I am trying to parse out the below paragraph (click here and go to page 1), it is written in Definition 16.1. that-
It is easy to verify that this series converges absolutely and locally uniformly on $Re(s) > 1$ (use the integral test on an open ball strictly to the right of the line $Re(s) = 1$). By Theorem 16.17, it defines a holomorphic function on Re(s) > 1, since each term $e^{-s \log n}$ is holomorphic.
Theorem 16.17 states that-
Theorem 16.17. A sequence or series of holomorphic functions $f_n$ that converges locally uniformly on an open set $U$ converges to a holomorphic function $f$ on $U$, and the sequence or series of derivatives $f'_n$ then converges locally uniformly to $f'$ (and if none of the $f_n$ has a zero in $U$ and $f \neq 0$, then $f$ has no zeros in $U$).
What I understood is -
Point 1. Each term of $\zeta(s)$ is holomorphice since $n^{-s} = e^{-s \log n}$ and $e^{-s \log n}$ is holomorphic as $e^{-s \log n}$ is differentiable (we know $\frac{{{d}{\left({e}^{x}\right)}}}{{{\left.{d}{x}\right.}}}={e}^{x}$)

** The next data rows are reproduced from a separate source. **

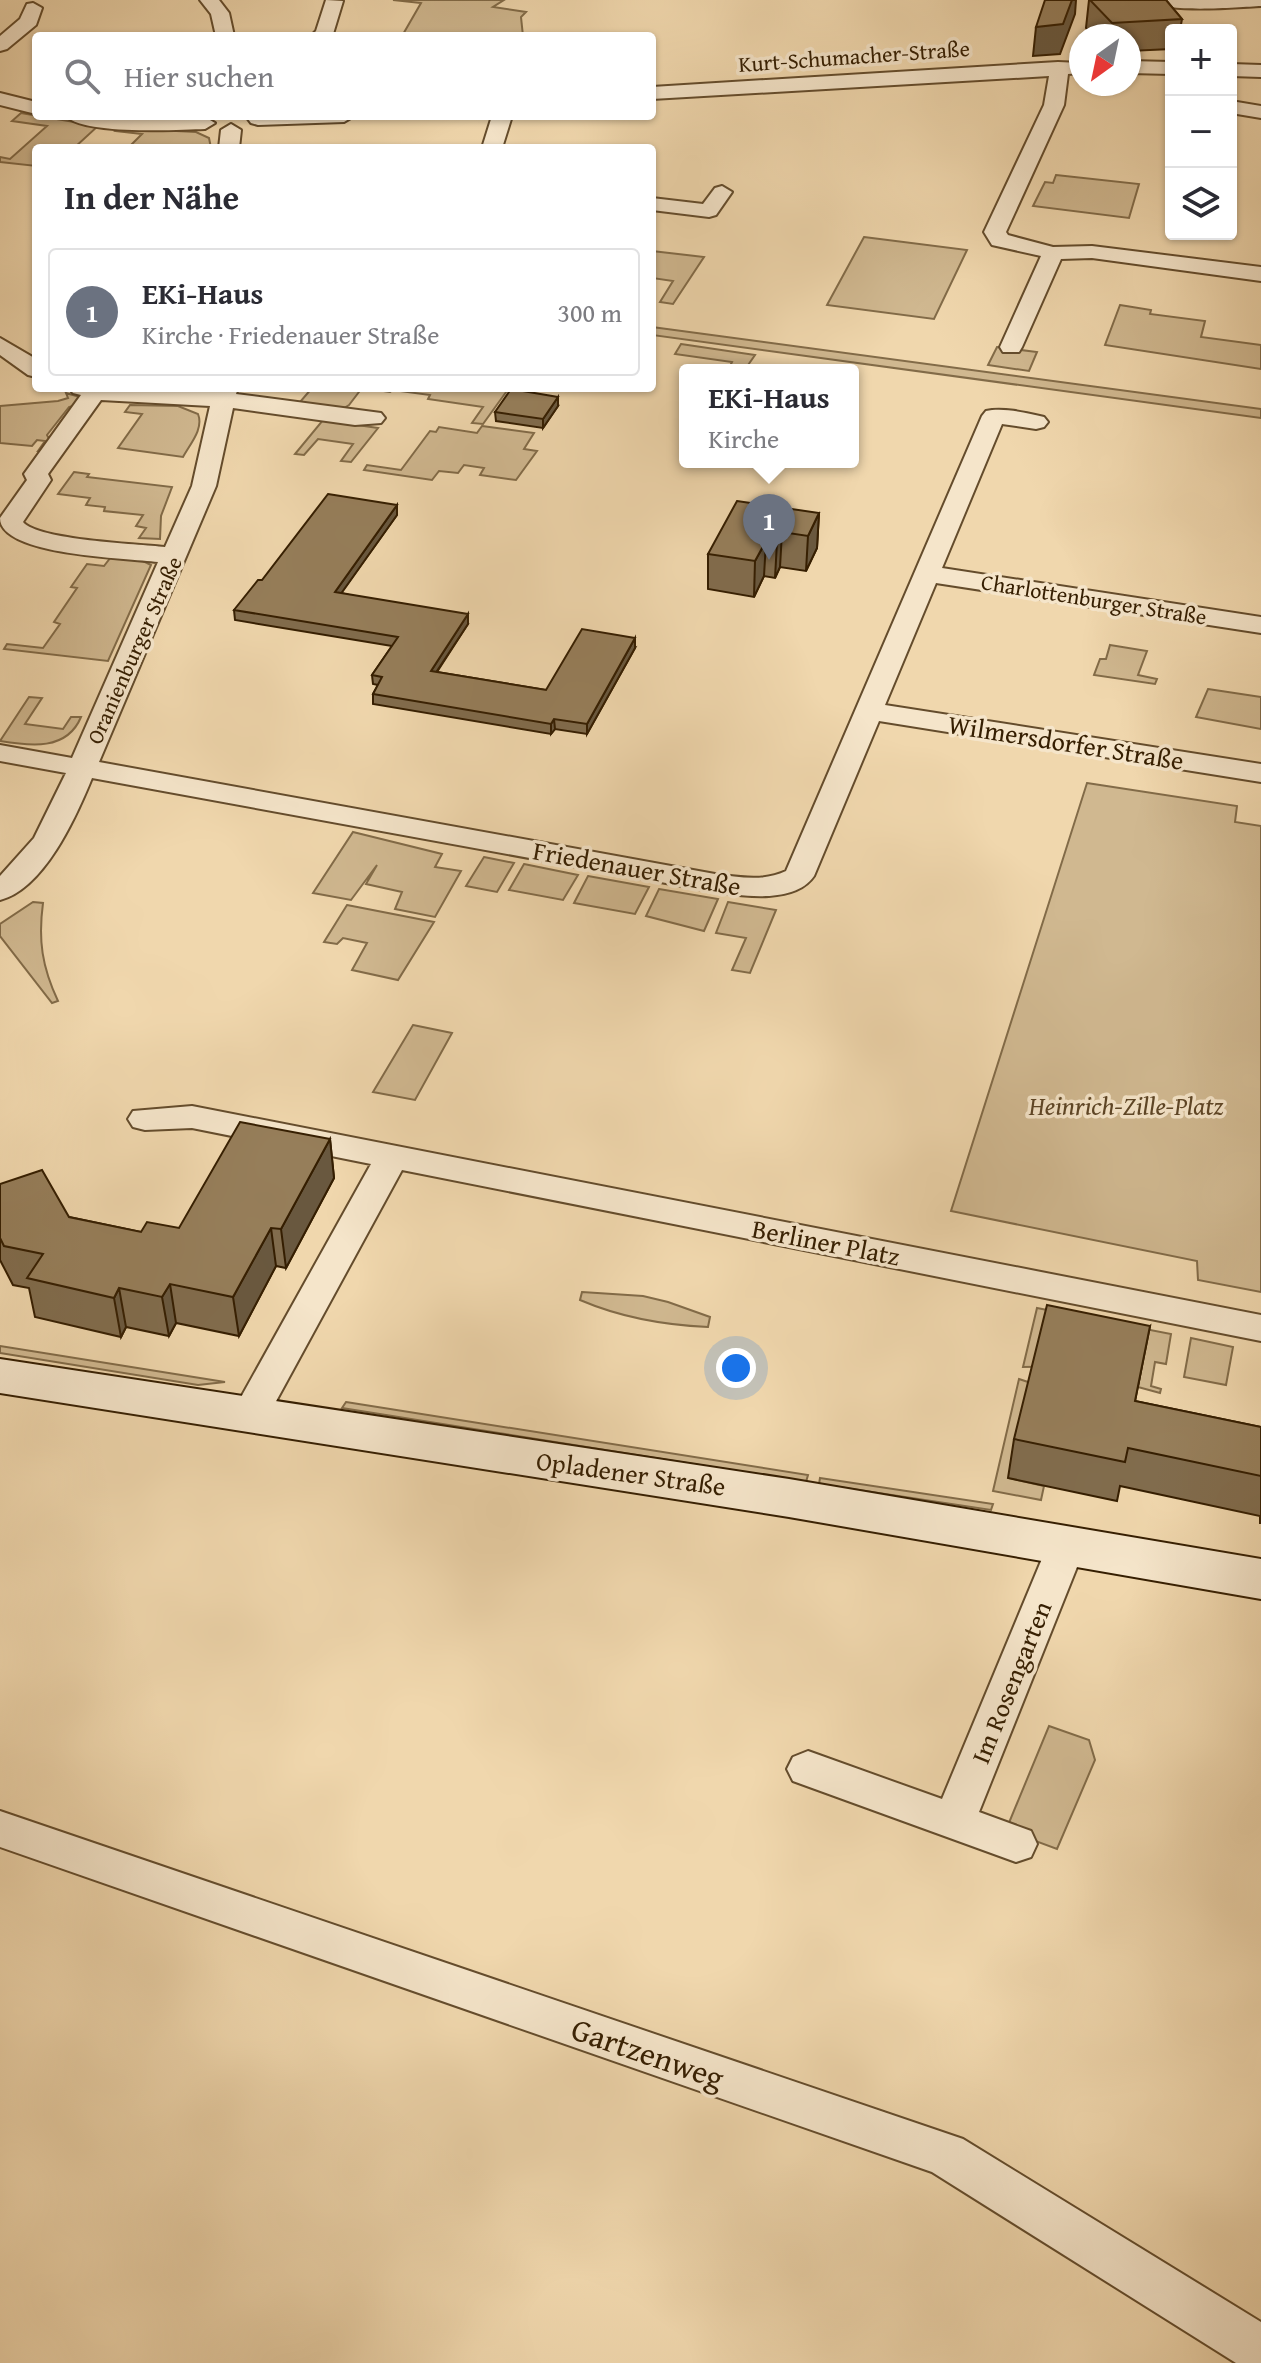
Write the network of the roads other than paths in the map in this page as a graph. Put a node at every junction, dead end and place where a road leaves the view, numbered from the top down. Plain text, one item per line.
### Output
1 (209, 0) edge
2 (1159, 0) edge
3 (334, 1) edge
4 (1261, 1) edge
5 (1214, 7) edge
6 (33, 8) dead end
7 (224, 32) edge
8 (325, 32) edge
9 (0, 45) edge
10 (1141, 67) edge
11 (1058, 68) junction
12 (1069, 68) edge
13 (1165, 68) edge
14 (1237, 70) edge
15 (1261, 71) edge
16 (656, 93) edge
17 (0, 99) edge
18 (32, 107) edge
19 (1237, 108) edge
20 (1261, 112) edge
21 (102, 120) edge
22 (194, 120) edge
23 (207, 120) edge
24 (256, 120) edge
25 (501, 120) edge
26 (230, 139) edge
27 (493, 144) edge
28 (722, 192) dead end
29 (656, 204) edge
30 (1053, 253) junction
31 (1261, 274) edge
32 (0, 345) edge
33 (1011, 347) dead end
34 (32, 367) edge
35 (87, 392) edge
36 (100, 392) edge
37 (226, 394) edge
38 (373, 418) dead end
39 (1036, 422) dead end
40 (176, 556) junction
41 (928, 574) junction
42 (1261, 625) edge
43 (871, 711) junction
44 (0, 753) edge
45 (82, 767) junction
46 (1261, 773) edge
47 (0, 891) edge
48 (145, 1119) dead end
49 (392, 1157) junction
50 (1261, 1328) edge
51 (0, 1376) edge
52 (249, 1417) junction
53 (1068, 1542) junction
54 (1261, 1579) edge
55 (808, 1769) dead end
56 (954, 1821) junction
57 (0, 1829) edge
58 (1016, 1844) dead end
59 (1261, 2350) edge

1 - 7 street
2 - 5 street
3 - 8 street
4 - 5 street
6 - 9 street
10 - 13 street
11 - 12 street, Kurt-Schumacher-Straße
11 - 16 street, Kurt-Schumacher-Straße
11 - 30 street
14 - 15 street
17 - 18 street
19 - 20 street
21 - 22 street
23 - 26 street
24 - 26 street
25 - 27 street
28 - 29 street
30 - 31 street
30 - 33 street
32 - 34 street
35 - 40 street
36 - 37 street
37 - 38 street
37 - 40 street, Oranienburger Straße
39 - 41 street, Friedenauer Straße
40 - 45 street, Oranienburger Straße
41 - 42 street, Charlottenburger Straße
41 - 43 street, Friedenauer Straße
43 - 45 street, Friedenauer Straße
43 - 46 street, Wilmersdorfer Straße
44 - 45 street, Friedenauer Straße
45 - 47 street, Oranienburger Straße
48 - 49 street, Berliner Platz
49 - 50 street, Berliner Platz
49 - 52 street
51 - 52 street, Opladener Straße
52 - 53 street, Opladener Straße
53 - 54 street, Opladener Straße
53 - 56 street, Im Rosengarten
55 - 56 street
56 - 58 street
57 - 59 street, Gartzenweg

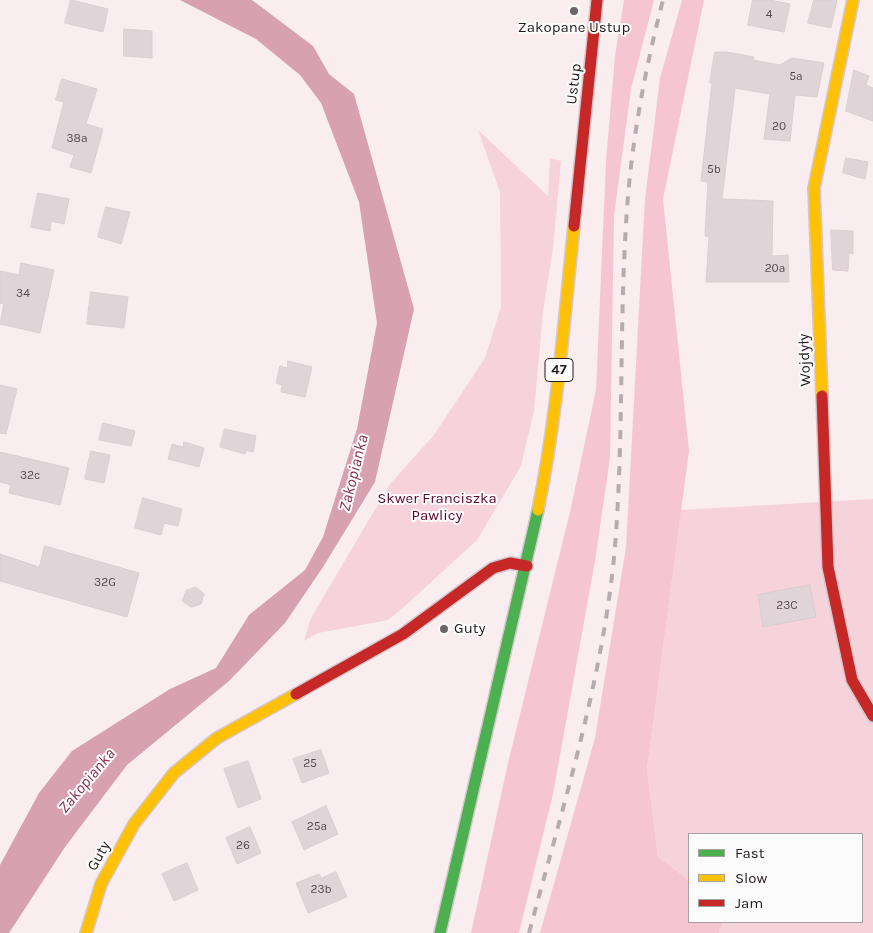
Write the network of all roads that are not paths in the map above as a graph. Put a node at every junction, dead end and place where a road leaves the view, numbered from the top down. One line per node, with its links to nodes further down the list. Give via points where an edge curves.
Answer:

Point 2. $\zeta(s)$ converges (absolutely and locally uniformly) on $Re(s) > 1$ we can see this by the integral test (on an open ball strictly to the right of the line $Re(s) = 1$???)
Point 3. Finally we deduce that $\zeta(s)$ is holomorphic since it satisfies two conditions as written above (Point 1, 2) of Theorem 16.17.
Is this understanding is correct? Is the final result of the quoted paragraph is that $\zeta(s)$ is holomorphic ?
PS: it is not clear why the author wrote about "absolutely and locally uniformly" I learned about the integral test here, ( see Section 4-6 : Integral Test), there is no mention of absolutely or locally uniformly, can anyone comment on that (no answer is required)?